» BRIEF
Scan the entries below. Report each line where the string "ซอยโพธ" occurs.

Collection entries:
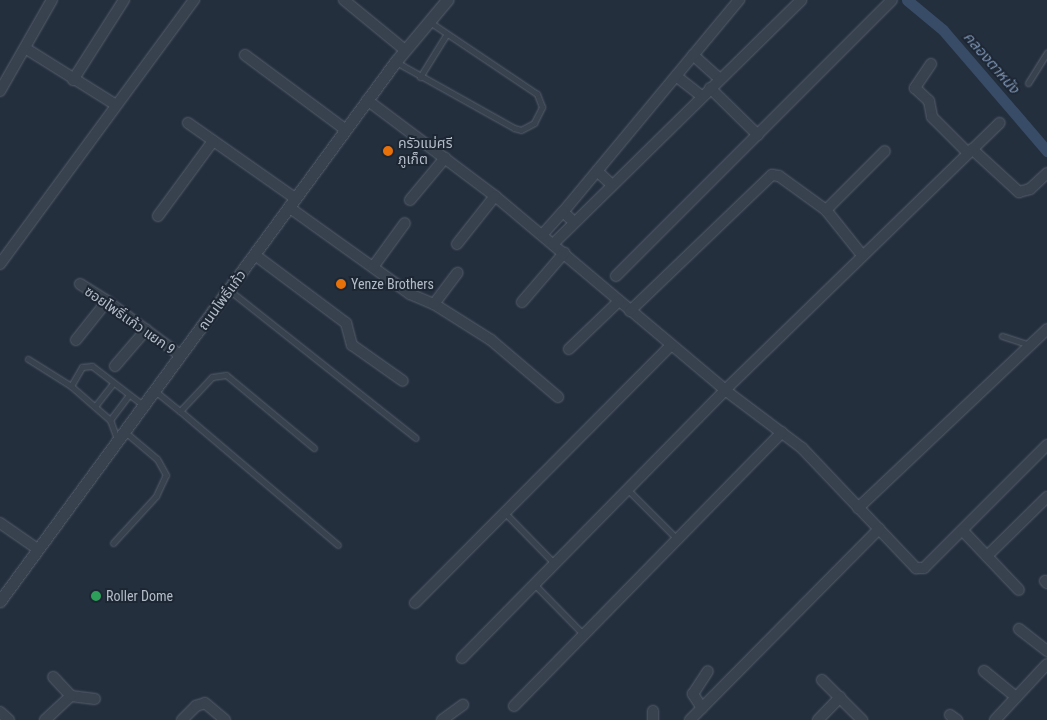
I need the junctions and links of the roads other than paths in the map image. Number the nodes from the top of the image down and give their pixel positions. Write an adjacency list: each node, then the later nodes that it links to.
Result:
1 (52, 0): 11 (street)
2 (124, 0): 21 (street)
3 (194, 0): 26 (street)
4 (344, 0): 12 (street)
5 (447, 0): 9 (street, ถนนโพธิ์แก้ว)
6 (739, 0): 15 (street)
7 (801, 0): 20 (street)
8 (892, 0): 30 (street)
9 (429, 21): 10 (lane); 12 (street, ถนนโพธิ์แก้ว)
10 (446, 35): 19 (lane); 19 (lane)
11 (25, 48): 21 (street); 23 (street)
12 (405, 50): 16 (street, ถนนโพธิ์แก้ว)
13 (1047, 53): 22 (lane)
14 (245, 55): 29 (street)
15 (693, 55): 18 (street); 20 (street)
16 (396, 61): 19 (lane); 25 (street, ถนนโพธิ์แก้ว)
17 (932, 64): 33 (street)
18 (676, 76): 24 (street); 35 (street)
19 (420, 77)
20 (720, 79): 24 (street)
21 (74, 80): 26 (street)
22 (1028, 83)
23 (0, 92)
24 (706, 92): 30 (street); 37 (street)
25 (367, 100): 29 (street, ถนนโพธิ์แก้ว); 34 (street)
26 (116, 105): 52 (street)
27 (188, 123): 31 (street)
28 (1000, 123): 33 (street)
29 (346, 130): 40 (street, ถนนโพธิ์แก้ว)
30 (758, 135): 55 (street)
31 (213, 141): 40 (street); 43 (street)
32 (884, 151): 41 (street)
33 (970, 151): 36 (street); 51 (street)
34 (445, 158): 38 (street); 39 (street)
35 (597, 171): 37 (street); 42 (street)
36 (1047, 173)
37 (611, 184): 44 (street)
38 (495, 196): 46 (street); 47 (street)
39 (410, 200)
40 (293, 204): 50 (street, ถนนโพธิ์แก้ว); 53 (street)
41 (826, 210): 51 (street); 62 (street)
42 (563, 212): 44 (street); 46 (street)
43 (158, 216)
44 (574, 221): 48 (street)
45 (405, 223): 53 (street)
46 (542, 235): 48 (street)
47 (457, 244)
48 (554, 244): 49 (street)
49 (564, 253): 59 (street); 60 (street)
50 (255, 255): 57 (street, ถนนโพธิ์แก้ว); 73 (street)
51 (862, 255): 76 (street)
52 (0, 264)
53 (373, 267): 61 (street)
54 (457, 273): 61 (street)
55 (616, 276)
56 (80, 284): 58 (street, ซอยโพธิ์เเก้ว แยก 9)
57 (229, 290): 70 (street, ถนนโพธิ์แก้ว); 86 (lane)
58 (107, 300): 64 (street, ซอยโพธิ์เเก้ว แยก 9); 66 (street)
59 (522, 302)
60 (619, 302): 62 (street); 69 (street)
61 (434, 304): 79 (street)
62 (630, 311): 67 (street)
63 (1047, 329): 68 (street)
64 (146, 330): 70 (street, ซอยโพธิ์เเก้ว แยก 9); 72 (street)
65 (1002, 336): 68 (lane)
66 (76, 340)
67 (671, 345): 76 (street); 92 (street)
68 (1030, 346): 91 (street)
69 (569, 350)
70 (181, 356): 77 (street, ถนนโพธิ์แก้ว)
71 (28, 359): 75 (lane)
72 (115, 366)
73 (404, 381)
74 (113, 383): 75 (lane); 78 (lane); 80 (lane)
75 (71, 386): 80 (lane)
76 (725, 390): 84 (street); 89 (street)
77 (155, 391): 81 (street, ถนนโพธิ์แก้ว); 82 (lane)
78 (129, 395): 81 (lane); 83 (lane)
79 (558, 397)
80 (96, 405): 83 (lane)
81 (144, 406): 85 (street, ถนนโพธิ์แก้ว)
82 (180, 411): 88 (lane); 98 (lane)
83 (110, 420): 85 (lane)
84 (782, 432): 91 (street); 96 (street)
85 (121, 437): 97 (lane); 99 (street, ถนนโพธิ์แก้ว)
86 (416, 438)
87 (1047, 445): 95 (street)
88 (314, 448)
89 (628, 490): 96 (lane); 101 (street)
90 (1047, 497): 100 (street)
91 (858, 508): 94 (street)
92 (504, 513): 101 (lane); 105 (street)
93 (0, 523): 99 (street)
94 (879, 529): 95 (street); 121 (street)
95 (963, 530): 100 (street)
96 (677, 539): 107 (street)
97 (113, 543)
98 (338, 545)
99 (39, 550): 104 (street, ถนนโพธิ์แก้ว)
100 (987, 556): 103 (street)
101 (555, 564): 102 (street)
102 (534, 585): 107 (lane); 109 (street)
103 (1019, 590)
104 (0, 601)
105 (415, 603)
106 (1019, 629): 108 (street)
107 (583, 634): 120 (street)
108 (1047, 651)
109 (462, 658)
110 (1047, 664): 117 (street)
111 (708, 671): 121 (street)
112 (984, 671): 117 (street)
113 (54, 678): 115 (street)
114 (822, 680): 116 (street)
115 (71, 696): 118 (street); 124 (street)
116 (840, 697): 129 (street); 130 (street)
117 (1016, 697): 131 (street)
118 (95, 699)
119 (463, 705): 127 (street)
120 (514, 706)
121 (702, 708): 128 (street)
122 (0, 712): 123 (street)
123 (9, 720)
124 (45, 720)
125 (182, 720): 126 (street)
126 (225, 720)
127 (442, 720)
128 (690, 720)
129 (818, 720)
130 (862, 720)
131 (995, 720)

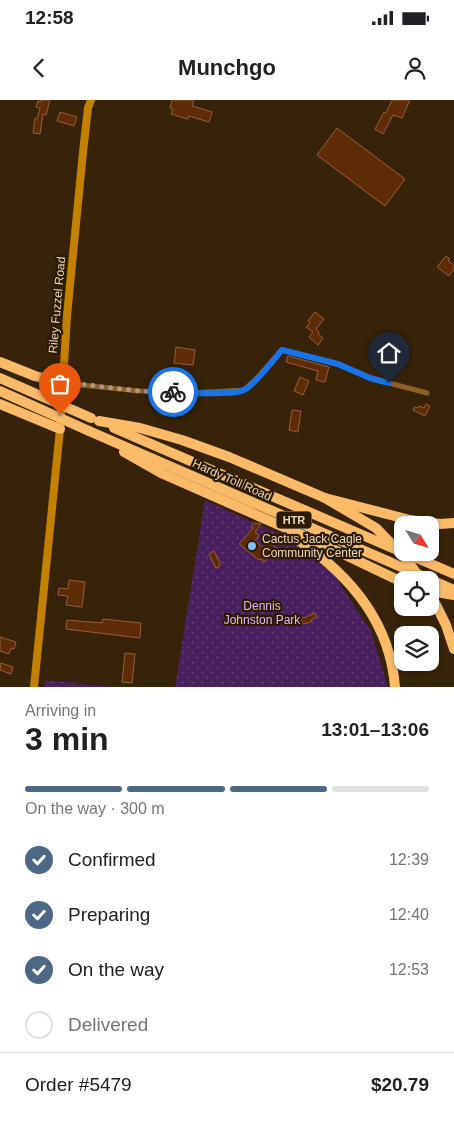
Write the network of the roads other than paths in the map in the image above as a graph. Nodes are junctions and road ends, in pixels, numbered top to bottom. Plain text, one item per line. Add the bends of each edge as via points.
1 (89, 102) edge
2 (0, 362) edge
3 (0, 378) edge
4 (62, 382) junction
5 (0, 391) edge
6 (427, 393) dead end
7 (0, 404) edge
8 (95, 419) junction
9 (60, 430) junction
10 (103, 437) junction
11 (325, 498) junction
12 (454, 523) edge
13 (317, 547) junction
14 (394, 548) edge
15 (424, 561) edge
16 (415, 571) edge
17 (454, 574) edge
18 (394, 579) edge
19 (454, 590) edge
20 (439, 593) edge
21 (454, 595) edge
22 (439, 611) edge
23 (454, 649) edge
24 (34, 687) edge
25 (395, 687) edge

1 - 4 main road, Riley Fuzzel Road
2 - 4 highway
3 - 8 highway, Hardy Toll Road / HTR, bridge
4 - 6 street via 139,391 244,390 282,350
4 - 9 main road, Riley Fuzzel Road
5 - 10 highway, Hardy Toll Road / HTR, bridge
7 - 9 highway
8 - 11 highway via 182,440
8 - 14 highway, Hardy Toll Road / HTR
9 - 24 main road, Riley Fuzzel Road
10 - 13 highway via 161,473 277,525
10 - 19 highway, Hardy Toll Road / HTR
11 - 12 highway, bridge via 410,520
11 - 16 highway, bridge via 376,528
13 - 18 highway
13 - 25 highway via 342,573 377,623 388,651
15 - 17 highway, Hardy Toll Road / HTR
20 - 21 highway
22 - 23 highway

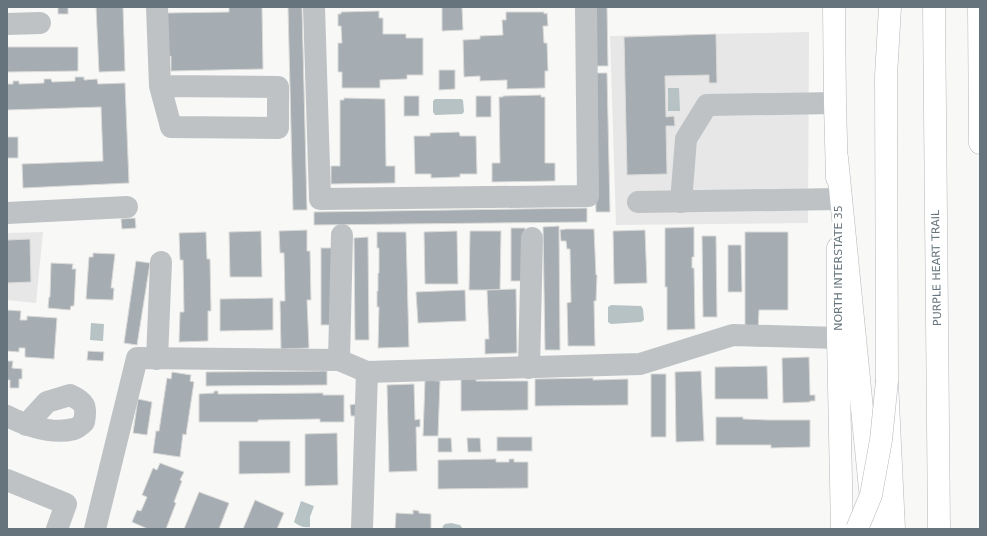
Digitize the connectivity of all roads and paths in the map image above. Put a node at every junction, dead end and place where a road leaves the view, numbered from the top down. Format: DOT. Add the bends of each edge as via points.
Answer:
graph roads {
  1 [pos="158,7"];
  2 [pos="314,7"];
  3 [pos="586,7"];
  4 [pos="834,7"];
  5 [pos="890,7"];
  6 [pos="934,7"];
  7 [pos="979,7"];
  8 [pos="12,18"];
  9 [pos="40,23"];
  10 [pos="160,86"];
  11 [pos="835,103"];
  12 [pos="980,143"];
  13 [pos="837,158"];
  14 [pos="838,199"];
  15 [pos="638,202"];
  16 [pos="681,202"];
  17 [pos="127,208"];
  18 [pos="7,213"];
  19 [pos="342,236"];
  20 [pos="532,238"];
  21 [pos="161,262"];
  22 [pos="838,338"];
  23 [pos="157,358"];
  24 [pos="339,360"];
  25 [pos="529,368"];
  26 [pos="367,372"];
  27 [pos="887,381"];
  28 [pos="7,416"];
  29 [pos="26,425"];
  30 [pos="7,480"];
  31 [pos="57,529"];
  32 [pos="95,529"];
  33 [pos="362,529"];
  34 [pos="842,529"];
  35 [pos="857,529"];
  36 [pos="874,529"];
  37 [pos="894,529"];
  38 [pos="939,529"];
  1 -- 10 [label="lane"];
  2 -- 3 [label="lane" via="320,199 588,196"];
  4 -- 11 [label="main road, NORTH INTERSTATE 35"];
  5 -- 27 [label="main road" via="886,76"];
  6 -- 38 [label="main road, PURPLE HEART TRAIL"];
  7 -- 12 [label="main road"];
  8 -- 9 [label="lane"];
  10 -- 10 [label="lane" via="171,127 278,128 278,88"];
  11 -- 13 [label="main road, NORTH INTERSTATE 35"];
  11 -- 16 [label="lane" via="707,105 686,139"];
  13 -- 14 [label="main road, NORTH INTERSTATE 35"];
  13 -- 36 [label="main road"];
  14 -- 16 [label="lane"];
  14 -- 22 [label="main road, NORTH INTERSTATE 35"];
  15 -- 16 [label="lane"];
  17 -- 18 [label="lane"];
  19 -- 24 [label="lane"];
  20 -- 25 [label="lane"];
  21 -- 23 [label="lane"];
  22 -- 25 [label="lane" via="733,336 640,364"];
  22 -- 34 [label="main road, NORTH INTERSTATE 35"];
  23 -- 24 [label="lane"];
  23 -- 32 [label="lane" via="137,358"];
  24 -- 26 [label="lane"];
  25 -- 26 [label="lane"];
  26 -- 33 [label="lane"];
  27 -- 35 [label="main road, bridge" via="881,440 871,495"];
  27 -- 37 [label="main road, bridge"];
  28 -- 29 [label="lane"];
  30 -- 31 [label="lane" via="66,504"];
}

» EXERCISE RESPONSE
56 (80, 284): 58 (street, ซอยโพธิ์เเก้ว แยก 9)
58 (107, 300): 64 (street, ซอยโพธิ์เเก้ว แยก 9); 66 (street)
64 (146, 330): 70 (street, ซอยโพธิ์เเก้ว แยก 9); 72 (street)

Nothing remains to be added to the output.